(Material for this task)
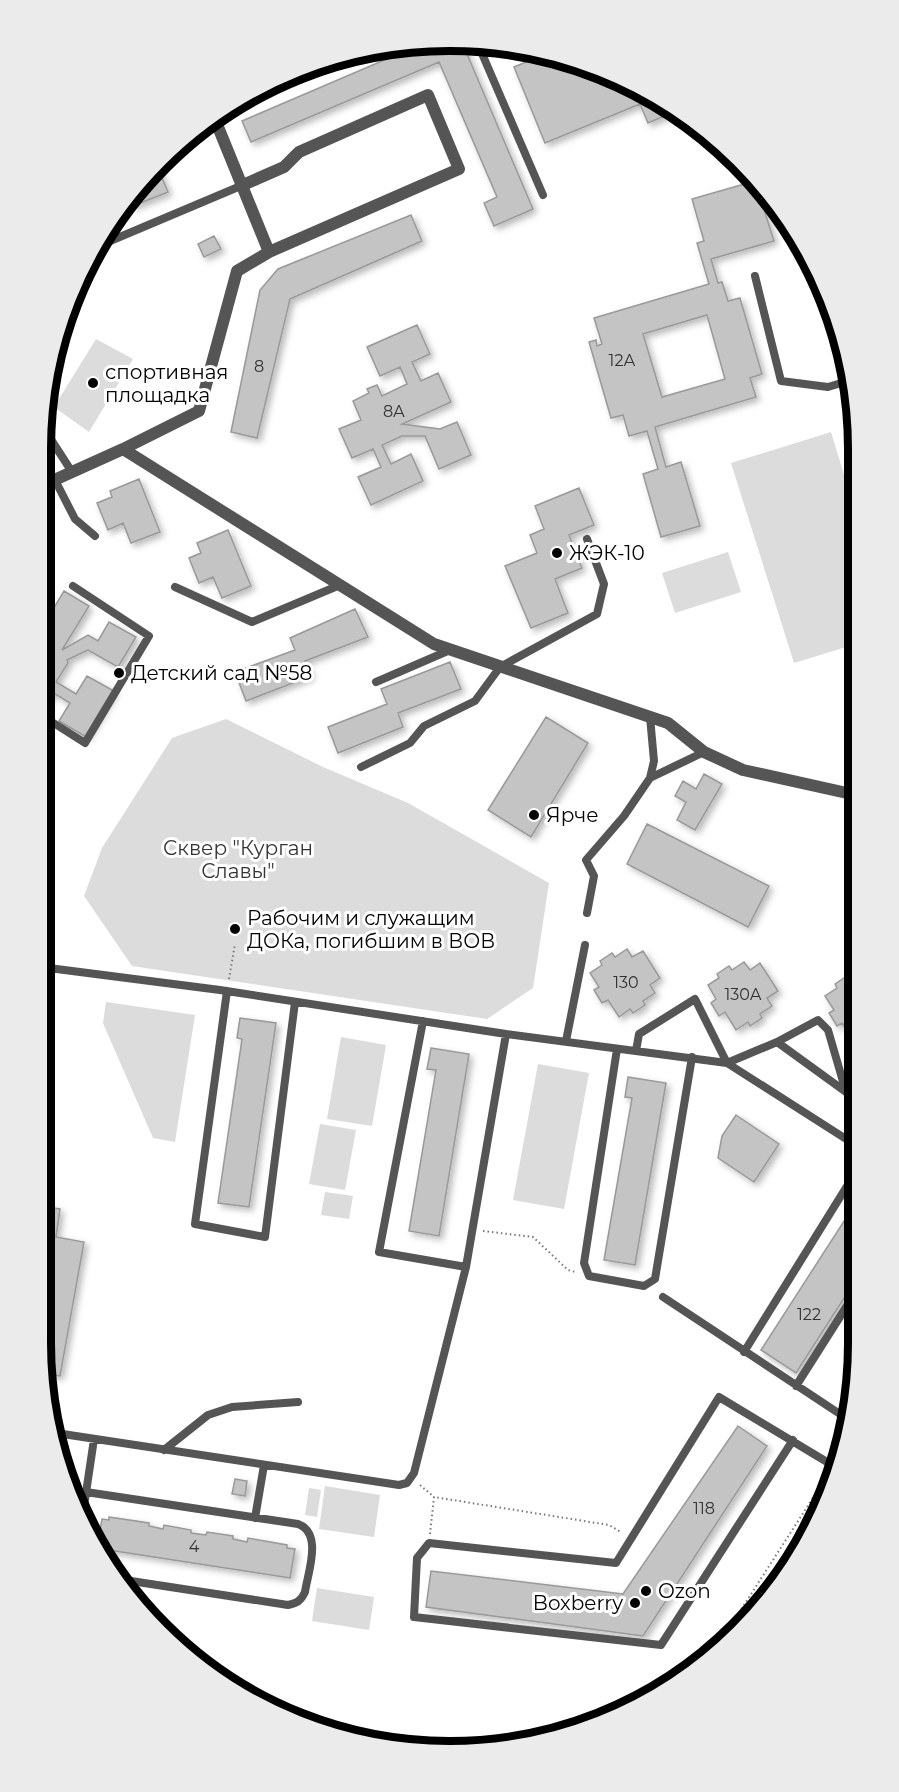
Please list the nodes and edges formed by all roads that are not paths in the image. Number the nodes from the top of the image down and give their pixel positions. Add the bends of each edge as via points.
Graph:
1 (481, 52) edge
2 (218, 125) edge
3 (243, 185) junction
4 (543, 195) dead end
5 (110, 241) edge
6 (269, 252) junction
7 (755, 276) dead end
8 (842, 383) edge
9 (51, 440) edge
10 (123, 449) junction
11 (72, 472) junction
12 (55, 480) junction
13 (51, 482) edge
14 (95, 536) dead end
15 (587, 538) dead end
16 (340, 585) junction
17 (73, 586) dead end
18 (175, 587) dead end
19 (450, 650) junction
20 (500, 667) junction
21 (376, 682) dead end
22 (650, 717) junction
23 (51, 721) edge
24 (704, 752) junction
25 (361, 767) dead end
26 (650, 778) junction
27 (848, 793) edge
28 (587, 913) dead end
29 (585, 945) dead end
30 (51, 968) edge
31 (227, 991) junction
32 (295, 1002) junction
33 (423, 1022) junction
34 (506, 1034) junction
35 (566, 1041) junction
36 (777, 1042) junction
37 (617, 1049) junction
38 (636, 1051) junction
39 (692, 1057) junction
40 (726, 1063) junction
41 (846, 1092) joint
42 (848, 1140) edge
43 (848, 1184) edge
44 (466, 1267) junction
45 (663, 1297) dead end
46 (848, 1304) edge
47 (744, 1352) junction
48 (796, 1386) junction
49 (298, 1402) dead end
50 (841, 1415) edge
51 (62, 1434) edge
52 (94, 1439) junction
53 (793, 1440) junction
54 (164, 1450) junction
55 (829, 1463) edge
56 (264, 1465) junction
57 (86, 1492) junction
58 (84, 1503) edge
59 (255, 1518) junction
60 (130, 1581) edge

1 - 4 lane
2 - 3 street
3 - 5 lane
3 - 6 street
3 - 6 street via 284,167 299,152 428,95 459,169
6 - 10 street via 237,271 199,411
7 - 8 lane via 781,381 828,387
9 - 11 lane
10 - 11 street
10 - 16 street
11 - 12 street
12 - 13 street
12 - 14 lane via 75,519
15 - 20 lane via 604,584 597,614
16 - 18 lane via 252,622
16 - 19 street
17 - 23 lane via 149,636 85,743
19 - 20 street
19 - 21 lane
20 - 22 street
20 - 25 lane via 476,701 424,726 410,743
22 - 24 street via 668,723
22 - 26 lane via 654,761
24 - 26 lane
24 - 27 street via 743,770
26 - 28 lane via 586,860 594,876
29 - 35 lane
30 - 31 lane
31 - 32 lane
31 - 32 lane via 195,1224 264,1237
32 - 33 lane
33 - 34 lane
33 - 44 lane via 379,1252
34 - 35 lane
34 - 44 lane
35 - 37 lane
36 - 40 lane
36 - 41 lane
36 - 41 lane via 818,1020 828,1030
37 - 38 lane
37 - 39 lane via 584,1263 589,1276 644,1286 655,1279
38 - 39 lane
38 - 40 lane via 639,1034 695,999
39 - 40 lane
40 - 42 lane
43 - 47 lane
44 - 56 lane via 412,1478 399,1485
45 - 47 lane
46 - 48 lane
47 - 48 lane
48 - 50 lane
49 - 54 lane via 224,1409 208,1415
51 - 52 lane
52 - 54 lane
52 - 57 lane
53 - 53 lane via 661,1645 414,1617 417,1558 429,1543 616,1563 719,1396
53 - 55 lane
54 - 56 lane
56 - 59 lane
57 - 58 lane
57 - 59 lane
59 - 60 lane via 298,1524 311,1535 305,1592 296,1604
(End Material for this task)
(Material for this task)
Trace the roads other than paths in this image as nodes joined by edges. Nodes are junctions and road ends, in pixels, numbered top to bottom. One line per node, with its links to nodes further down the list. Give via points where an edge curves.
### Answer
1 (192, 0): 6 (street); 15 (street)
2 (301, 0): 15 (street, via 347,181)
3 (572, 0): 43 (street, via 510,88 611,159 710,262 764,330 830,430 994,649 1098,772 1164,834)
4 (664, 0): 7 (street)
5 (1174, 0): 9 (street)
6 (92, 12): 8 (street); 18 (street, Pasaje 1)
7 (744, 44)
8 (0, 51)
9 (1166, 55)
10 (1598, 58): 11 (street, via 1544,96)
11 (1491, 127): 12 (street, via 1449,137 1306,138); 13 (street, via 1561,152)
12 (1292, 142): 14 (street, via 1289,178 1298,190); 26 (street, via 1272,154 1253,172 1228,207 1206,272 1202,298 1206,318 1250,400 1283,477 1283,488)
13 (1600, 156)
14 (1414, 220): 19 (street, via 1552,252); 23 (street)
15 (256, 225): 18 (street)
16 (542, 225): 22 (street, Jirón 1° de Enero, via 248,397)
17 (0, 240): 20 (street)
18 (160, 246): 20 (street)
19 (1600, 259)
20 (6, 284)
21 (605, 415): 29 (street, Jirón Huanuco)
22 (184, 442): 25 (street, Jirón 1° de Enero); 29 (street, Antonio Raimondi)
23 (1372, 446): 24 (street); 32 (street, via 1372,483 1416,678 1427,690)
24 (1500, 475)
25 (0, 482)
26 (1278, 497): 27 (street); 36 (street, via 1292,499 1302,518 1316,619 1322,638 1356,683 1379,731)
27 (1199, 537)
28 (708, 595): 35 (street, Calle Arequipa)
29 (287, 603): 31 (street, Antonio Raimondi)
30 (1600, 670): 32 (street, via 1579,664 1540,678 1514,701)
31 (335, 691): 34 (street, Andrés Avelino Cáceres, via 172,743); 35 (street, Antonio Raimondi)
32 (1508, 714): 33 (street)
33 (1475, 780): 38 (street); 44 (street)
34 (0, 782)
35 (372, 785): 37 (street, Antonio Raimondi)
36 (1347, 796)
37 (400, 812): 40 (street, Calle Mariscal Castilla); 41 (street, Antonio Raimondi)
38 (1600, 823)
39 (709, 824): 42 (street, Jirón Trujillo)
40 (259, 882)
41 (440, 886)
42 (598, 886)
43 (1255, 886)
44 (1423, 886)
(End Material for this task)
(Material for this task)
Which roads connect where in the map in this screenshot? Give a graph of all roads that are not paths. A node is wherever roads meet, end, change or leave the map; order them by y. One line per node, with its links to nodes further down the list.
(End Material for this task)
* [What is required] Pull each line containing "where" from the records.

* [Task solution]
Trace the roads other than paths in this image as nodes joined by edges. Nodes are junctions and road ends, in pixels, numbered top to bottom. One line per node, with its links to nodes further down the list. Give via points where an edge curves.
Which roads connect where in the map in this screenshot? Give a graph of all roads that are not paths. A node is wherever roads meet, end, change or leave the map; order them by y. One line per node, with its links to nodes further down the list.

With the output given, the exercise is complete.